The BGL Team will design public programs, experiments, and an installation exploring how interventions and innovations that decentralize, decelerate, localize, and democratize New Yorkers can reinvent the urban experience, creating a more adaptable and sustainable version of comfort. The BMW Guggenheim Lab is conceived to spark visitor curiosity and interaction, and audiences will be encouraged to participate and contribute to the answers, ideas, and stories generated inside. Programming will include unconventional tours exploring the urban fabric, hands-on experiments and how-to workshops, film screenings, and community-based discussions.

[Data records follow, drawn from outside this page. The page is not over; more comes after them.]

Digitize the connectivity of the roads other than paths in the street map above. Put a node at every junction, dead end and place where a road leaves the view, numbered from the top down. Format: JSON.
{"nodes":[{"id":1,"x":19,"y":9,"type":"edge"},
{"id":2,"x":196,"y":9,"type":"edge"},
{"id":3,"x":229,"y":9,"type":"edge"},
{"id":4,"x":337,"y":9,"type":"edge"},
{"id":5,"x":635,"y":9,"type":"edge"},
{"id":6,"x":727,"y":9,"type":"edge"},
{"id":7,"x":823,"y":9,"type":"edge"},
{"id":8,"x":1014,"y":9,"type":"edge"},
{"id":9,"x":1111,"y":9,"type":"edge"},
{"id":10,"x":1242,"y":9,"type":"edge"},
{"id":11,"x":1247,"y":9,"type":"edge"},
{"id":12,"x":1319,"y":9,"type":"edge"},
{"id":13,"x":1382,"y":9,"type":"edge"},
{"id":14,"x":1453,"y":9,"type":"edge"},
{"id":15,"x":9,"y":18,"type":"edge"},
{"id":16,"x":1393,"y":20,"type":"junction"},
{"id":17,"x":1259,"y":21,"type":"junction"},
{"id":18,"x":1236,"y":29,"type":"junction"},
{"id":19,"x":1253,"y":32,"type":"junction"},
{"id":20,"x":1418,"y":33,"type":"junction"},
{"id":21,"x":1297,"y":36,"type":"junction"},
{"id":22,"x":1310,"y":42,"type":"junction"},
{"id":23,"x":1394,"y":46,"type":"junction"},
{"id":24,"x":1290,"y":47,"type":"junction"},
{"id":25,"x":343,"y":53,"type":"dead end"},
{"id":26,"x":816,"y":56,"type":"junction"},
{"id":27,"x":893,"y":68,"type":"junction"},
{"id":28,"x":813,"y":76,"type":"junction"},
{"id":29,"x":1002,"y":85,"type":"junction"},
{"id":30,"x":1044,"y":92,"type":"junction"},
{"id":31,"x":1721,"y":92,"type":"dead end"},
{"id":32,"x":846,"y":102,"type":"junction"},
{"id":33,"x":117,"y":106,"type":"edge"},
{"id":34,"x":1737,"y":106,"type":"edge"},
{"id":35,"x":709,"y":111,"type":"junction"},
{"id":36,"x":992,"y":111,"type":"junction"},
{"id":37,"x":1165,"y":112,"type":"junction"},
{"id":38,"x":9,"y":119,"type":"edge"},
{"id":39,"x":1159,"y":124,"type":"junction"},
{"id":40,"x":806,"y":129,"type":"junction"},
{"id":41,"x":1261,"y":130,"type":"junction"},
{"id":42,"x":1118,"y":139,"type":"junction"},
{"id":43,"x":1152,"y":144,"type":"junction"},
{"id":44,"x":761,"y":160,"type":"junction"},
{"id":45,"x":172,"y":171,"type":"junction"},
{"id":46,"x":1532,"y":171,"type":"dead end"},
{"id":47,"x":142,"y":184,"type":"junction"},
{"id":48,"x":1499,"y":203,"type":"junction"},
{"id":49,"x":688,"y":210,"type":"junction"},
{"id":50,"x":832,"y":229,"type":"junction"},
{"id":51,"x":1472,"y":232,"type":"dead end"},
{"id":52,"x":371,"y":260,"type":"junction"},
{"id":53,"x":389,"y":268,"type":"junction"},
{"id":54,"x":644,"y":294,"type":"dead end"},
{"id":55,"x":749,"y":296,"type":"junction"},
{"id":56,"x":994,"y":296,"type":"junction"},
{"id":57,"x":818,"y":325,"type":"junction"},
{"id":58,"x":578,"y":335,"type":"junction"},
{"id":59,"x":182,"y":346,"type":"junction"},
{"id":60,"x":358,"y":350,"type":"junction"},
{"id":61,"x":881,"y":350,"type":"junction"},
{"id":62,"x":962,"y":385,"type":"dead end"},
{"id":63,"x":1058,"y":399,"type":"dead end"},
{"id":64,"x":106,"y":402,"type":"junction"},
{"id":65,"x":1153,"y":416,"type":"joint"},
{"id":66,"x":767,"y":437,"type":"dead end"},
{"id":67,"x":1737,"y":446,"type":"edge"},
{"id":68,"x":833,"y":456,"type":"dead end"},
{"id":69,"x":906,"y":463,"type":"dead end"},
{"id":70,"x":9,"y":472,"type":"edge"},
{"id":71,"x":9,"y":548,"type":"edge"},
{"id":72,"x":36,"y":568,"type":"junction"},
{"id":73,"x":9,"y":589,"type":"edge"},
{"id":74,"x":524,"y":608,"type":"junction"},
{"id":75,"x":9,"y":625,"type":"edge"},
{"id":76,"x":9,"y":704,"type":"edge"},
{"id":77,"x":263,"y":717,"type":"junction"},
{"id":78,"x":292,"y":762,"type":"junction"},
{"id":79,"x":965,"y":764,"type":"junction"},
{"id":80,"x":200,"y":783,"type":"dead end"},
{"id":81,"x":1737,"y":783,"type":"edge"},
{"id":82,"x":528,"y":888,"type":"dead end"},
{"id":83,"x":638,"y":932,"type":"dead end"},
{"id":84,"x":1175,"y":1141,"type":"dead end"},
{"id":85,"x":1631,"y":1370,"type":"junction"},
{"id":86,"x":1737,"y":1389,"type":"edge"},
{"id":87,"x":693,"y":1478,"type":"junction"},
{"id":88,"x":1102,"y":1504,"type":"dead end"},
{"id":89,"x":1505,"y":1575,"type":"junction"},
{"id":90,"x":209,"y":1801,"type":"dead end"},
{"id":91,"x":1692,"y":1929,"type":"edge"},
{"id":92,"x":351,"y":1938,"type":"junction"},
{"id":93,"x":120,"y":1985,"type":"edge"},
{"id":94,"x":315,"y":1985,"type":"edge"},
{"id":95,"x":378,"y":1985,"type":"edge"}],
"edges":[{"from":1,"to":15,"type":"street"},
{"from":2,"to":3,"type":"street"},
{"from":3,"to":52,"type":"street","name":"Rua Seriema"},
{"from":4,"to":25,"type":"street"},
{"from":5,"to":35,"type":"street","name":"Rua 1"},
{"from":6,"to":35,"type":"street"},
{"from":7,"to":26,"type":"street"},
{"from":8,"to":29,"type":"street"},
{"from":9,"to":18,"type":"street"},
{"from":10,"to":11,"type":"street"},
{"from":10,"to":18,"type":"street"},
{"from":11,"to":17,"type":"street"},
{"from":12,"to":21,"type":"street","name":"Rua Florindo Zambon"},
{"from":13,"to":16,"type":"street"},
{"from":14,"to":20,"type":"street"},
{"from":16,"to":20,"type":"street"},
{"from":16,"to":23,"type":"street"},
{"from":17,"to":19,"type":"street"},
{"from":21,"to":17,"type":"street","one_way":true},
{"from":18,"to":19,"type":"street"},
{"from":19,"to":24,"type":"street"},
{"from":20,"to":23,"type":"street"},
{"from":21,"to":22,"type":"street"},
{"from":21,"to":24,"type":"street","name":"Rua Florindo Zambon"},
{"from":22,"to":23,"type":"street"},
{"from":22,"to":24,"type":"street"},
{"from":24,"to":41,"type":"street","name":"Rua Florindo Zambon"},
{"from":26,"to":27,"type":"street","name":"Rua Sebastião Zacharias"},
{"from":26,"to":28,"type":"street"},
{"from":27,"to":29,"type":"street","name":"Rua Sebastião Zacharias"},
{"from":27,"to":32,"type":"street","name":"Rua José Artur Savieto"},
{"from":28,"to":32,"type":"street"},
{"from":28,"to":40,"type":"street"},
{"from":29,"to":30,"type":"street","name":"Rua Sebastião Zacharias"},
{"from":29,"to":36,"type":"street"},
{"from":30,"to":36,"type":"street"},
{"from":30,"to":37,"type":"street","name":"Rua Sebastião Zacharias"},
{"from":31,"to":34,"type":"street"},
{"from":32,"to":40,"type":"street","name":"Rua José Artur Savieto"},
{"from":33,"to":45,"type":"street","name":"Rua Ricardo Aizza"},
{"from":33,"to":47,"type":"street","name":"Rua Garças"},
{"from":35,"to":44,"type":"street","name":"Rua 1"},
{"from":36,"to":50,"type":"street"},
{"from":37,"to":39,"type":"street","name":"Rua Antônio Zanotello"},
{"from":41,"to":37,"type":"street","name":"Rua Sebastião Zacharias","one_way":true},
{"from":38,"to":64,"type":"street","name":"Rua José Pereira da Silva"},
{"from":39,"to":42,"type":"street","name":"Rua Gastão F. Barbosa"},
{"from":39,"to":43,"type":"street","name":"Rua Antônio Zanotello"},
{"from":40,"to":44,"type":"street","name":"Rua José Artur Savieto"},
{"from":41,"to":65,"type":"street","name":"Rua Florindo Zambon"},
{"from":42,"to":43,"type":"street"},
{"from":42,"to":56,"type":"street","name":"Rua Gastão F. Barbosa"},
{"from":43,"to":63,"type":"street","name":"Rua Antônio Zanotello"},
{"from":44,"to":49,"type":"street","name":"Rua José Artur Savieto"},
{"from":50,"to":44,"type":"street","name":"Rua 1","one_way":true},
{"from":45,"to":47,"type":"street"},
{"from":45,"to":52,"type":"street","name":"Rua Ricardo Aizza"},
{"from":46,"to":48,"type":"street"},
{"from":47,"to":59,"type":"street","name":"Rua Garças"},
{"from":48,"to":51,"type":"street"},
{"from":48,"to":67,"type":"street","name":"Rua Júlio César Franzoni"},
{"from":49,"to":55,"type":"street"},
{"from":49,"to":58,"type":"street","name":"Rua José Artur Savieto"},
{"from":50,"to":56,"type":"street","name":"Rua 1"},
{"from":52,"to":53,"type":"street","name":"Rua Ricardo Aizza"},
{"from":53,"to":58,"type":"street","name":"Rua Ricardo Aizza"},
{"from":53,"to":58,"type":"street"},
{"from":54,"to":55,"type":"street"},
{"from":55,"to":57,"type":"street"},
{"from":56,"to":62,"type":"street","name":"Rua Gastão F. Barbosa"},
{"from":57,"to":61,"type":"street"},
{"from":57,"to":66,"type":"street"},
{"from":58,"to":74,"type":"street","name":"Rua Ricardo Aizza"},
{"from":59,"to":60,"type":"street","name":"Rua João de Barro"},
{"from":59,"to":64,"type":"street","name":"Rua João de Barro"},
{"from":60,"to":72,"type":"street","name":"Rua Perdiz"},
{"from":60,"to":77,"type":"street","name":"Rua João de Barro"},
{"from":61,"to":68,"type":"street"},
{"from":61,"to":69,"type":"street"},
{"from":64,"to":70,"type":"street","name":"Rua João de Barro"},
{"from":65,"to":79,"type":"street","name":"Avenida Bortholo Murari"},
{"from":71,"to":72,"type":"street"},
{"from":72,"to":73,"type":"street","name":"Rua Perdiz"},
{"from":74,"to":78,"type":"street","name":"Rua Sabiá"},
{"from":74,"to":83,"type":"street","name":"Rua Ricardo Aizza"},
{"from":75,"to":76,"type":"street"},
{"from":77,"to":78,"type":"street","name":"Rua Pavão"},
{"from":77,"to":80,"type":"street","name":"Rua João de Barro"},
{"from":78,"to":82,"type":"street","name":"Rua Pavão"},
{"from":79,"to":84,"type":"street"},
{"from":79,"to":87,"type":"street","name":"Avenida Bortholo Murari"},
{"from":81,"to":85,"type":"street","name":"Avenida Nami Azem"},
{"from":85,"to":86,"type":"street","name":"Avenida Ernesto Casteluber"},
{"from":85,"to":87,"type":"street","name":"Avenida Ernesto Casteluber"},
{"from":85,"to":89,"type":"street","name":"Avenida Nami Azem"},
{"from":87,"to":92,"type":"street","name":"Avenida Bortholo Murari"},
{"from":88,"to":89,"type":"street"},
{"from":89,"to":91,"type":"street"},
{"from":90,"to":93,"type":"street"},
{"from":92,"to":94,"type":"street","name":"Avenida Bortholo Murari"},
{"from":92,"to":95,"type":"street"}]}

Each BGL Team member will also work closely with collaborators such as AgeLab, Massachusetts Institute of Technology (MIT); Environmental Psychology, The Graduate Center, City University of New York (CUNY); Latin Lab, School of Architecture, Planning and Preservation, Columbia University; Poiesis Fellowship, Institute for Public Knowledge, New York University; and THNK, the Amsterdam School of Creative Leadership. These local and international collaborators will share their expertise and contribute their knowledge to enrich the ideas and proposals of the BGL Team.
The Architecture
With a structural skeleton built of carbon fiber, the lightweight and compact BMW Guggenheim Lab has been designed by Atelier Bow-Wow as a "traveling toolbox." The lower half of the structure, a present-day version of the Mediterranean loggia, will be left open at most times. Its configuration will change periodically throughout the run of the BMW Guggenheim Lab to meet the needs of particular programs developed by the BGL Team. The cross-pollination and user interaction that will be an integral part of the BMW Guggenheim Lab's programs find their counterpart in the upper part of the structure, which houses a flexible rigging system and is wrapped in a semitransparent mesh. Through this external skin, visitors will be able to catch glimpses of the extensive apparatus of tools that will be lowered or raised from the fully enclosed toolbox canopy according to the BMW Guggenheim Lab's manifold programming needs. The ground space can shift from a formal lecture setting with a stage, to the scene for celebratory gatherings or for workshops with tables for hands-on experiments.
A series of smaller wooden structures to be placed in close proximity to the main BMW Guggenheim Lab structure will provide space for restrooms and a cafe. Whereas the main structure is forward-looking in its materiality and highly urban in its programmatic approach, the design of the restrooms and cafe references timeless timber construction that has been used in many settings, both rural and urban. Together, the wooden structures and the main BMW Guggenheim Lab form a temporary twenty-first-century ensemble that in each city will frame a particular urban void. After the BMW Guggenheim Lab departs for Berlin, the improvements made to the currently vacant lot in New York City will remain, allowing a formerly unusable city space to become an accessible public park.